Ia mengatakan saat perpres PPTKH sedang dibahas memang persoalan sawit luar biasa kompleks. Sampai sekarang, pendefinisian sawit rakyat belum ada kesepakatan. “Apakah perkebunan sawit rakyat seluas 50 ribu hektare (disebut) itu sawit rakyat. Untuk itu, saat penyusunan perpres 88 dihindari penyelesaian bagi sawit. disana, akomodir lahan garapan dan kebun campuran. Meskipun, dalam pembahasan rekomendasi gubernur. Saya menghadapi situasi dilematis karena banyak usulan lahan garapan tutupan sawit,” ujarnya.

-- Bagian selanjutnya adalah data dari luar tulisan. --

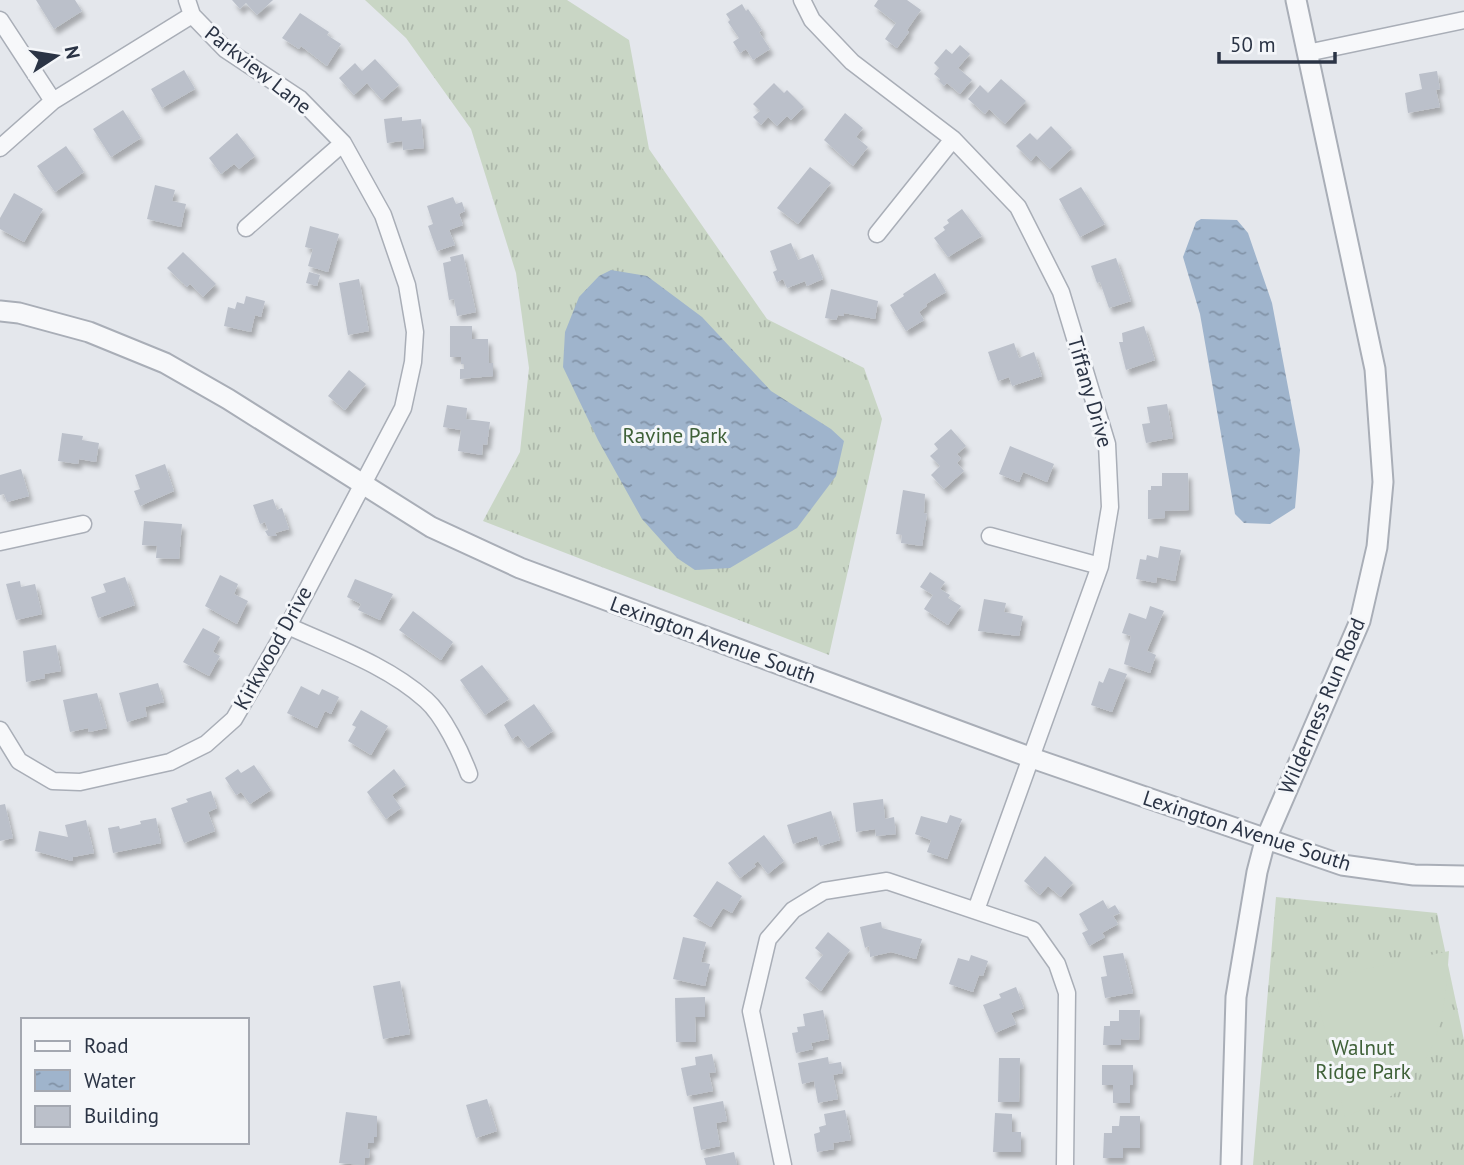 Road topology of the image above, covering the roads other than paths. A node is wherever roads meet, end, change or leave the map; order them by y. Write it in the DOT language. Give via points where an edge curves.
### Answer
graph roads {
  1 [pos="802,0"];
  2 [pos="1296,0"];
  3 [pos="189,8"];
  4 [pos="0,20"];
  5 [pos="1464,20"];
  6 [pos="1307,53"];
  7 [pos="53,101"];
  8 [pos="953,139"];
  9 [pos="343,143"];
  10 [pos="0,148"];
  11 [pos="246,228"];
  12 [pos="877,234"];
  13 [pos="0,311"];
  14 [pos="361,484"];
  15 [pos="83,524"];
  16 [pos="990,536"];
  17 [pos="0,542"];
  18 [pos="1100,566"];
  19 [pos="288,625"];
  20 [pos="0,730"];
  21 [pos="1032,758"];
  22 [pos="469,774"];
  23 [pos="1265,841"];
  24 [pos="1464,876"];
  25 [pos="976,910"];
  26 [pos="783,1165"];
  27 [pos="1066,1165"];
  28 [pos="1231,1165"];
  1 -- 8 [label="street, Tiffany Drive" via="812,20 852,62"];
  2 -- 6 [label="street, Wilderness Run Road"];
  3 -- 7 [label="street"];
  3 -- 9 [label="street, Parkview Lane" via="225,49 300,99"];
  4 -- 7 [label="street"];
  5 -- 6 [label="street"];
  6 -- 23 [label="street, Wilderness Run Road" via="1375,369 1383,482 1377,547 1360,621"];
  7 -- 10 [label="street"];
  8 -- 12 [label="street"];
  8 -- 18 [label="street, Tiffany Drive" via="1018,207 1061,292 1107,444 1110,507"];
  9 -- 11 [label="street"];
  9 -- 14 [label="street, Parkview Lane" via="383,215 407,285 415,332 403,408"];
  13 -- 14 [label="street, Lexington Avenue South" via="89,332 165,363"];
  14 -- 19 [label="street, Kirkwood Drive"];
  14 -- 21 [label="street, Lexington Avenue South" via="431,527 520,568"];
  15 -- 17 [label="street"];
  16 -- 18 [label="street"];
  18 -- 21 [label="street, Tiffany Drive"];
  19 -- 20 [label="street, Kirkwood Drive" via="234,719 206,744 170,762 80,782 53,781 19,761"];
  19 -- 22 [label="street" via="391,674 428,702 461,750"];
  21 -- 23 [label="street, Lexington Avenue South"];
  21 -- 25 [label="street, Tiffany Drive"];
  23 -- 24 [label="street, Lexington Avenue South" via="1342,865"];
  23 -- 28 [label="street, Wilderness Run Road" via="1236,997"];
  25 -- 26 [label="street" via="887,881 824,891 793,910 768,939 751,1011"];
  25 -- 27 [label="street" via="1033,930 1057,964 1067,993"];
} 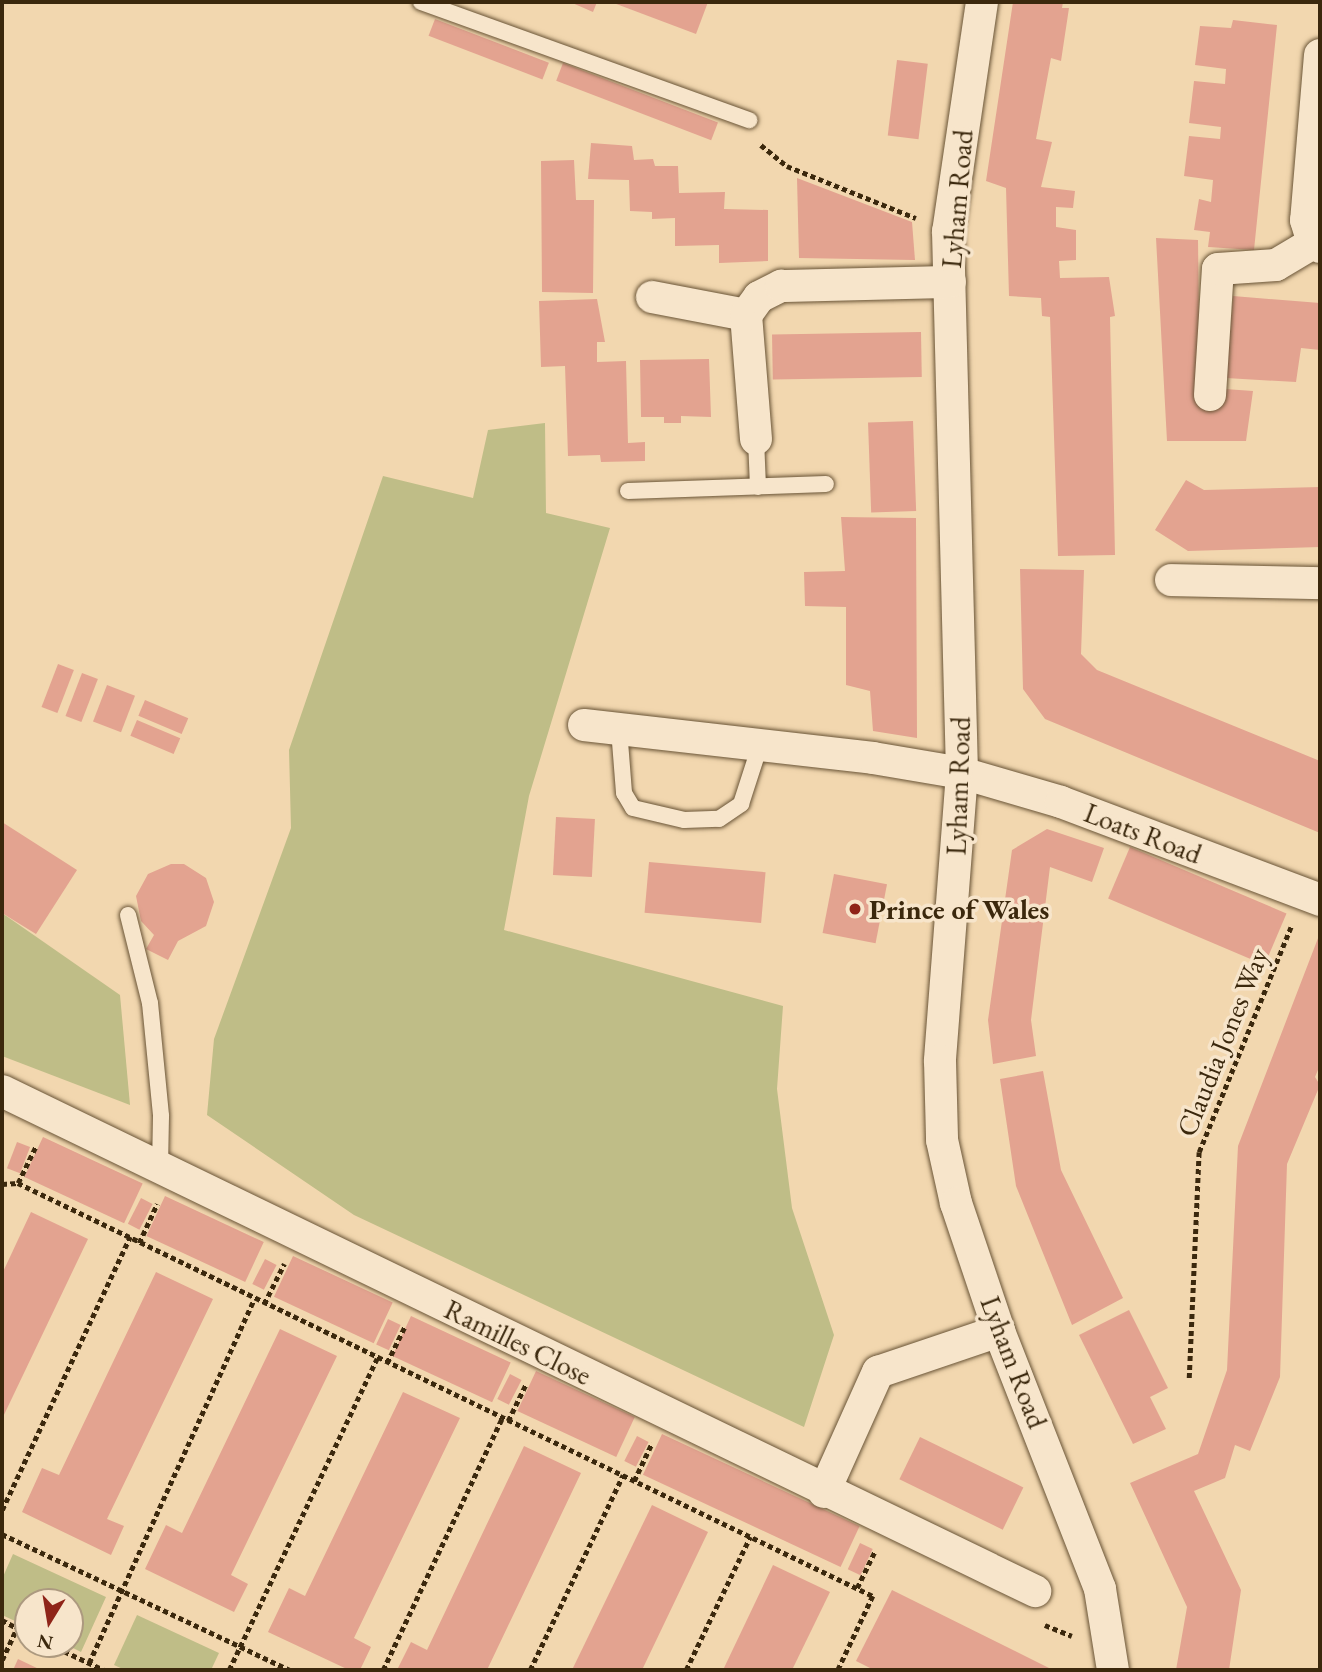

Dr. Sadino, Pengamat Kehutanan, mengatakan dirinya tidak terkejut dengan pernyataan Prabianto berkaitan Perpres Nomor 88/2017. Semenjak aturan ini lahir, ia yakin aturan tersebut bukan dialamatkan bagi penyelesaian sawit dalam kawasan hutan. Tujuan utamanya beleid menyasar bukan untuk kepentingan petani dalam arti luas, yaitu dibatasi untuk kepentingan permukiman, fasilitas umum dan/atau fasilitas sosial; lahan garapan; dan/atau hutan yang dikelola masyarakat adat. Jika diperhatikan dari batasan Pasal 5 ayat (1) petani sawit tidak semuanya terlindungi.
Substansi aturan ini dikatakan Sadino, berpeluang tidak diketahui Presiden Joko Widodo. “Kita harus bantu Pak Jokowi karena status kawasan hutan tidak jelas hanya klaim sepihak (Kementerian LHK). Kalau seharusnya Perpres 88 dapat menjadi solusi ternyata faktanya tidak. Maka, harus ada kemauan untuk revisi Perpres 88,” tegas Sadino.
Itu sebabnya, kata Sadino, program Peremajaan Sawit Rakyat menjadi tersendat. Karena tidak adanya penyelesaian kebun sawit petani di dalam kawasan hutan.
Dalam berbagai forum, kalangan pejabat pemerintah terkait menjanjikan akan menggunakan Perpres 88/2017. Yakni, untuk menyelesaikan persoalan status lahan kebun sawit petani rakyat yang terindikasi berada di dalam kawasan hutan
Dijelaskan Prabianto, berkaitan sawit lalu diterbitkan Inpres Nomor 8/2018 tentang Penundaan dan Evaluasi Perizinan Perkebunan Kelapa Sawit serta Peningkatan Perkebunan Kelapa Sawit. Namun, kendala dihadapi aturan ini terkait persoalan data luasan kebun sawit. Selanjutnya dapat terselesaikan melalui penerbitan surat keputusan Menteri Pertanian yang dicantumkan 16,3 juta hektare.
“Dari data dapat diketahui peta tutupan sawit dengan peta penunjukan kawasan hutan. Dapat diketahui 3,2 juta hektare tutupan sawit dalam kawasan hutan. Berdsaarkan inpres nomor 8 lalu dilakukan evaluasi mana yang dapat terselesaikan melalui regulasi sekarang ini, seperti mekanisme tukar menukar. Itu ada di Peraturan Pemerintah 104 (red- Peraturan Pemerintah (PP) No. 104 Tahun 2015. Tata Cara Perubahan Peruntukan Dan Fungsi Kawasan Hutan.),” paparnya.
“Lantaran sawit berada sebelum regulasi tadi. Inilah disebut keterlanjuran. Tentu dianalisis berdasarkan histori. Tidak semata-mata sawit atau hutan duluan. Dilihat secara yuridis dan historinya,” jelasnya.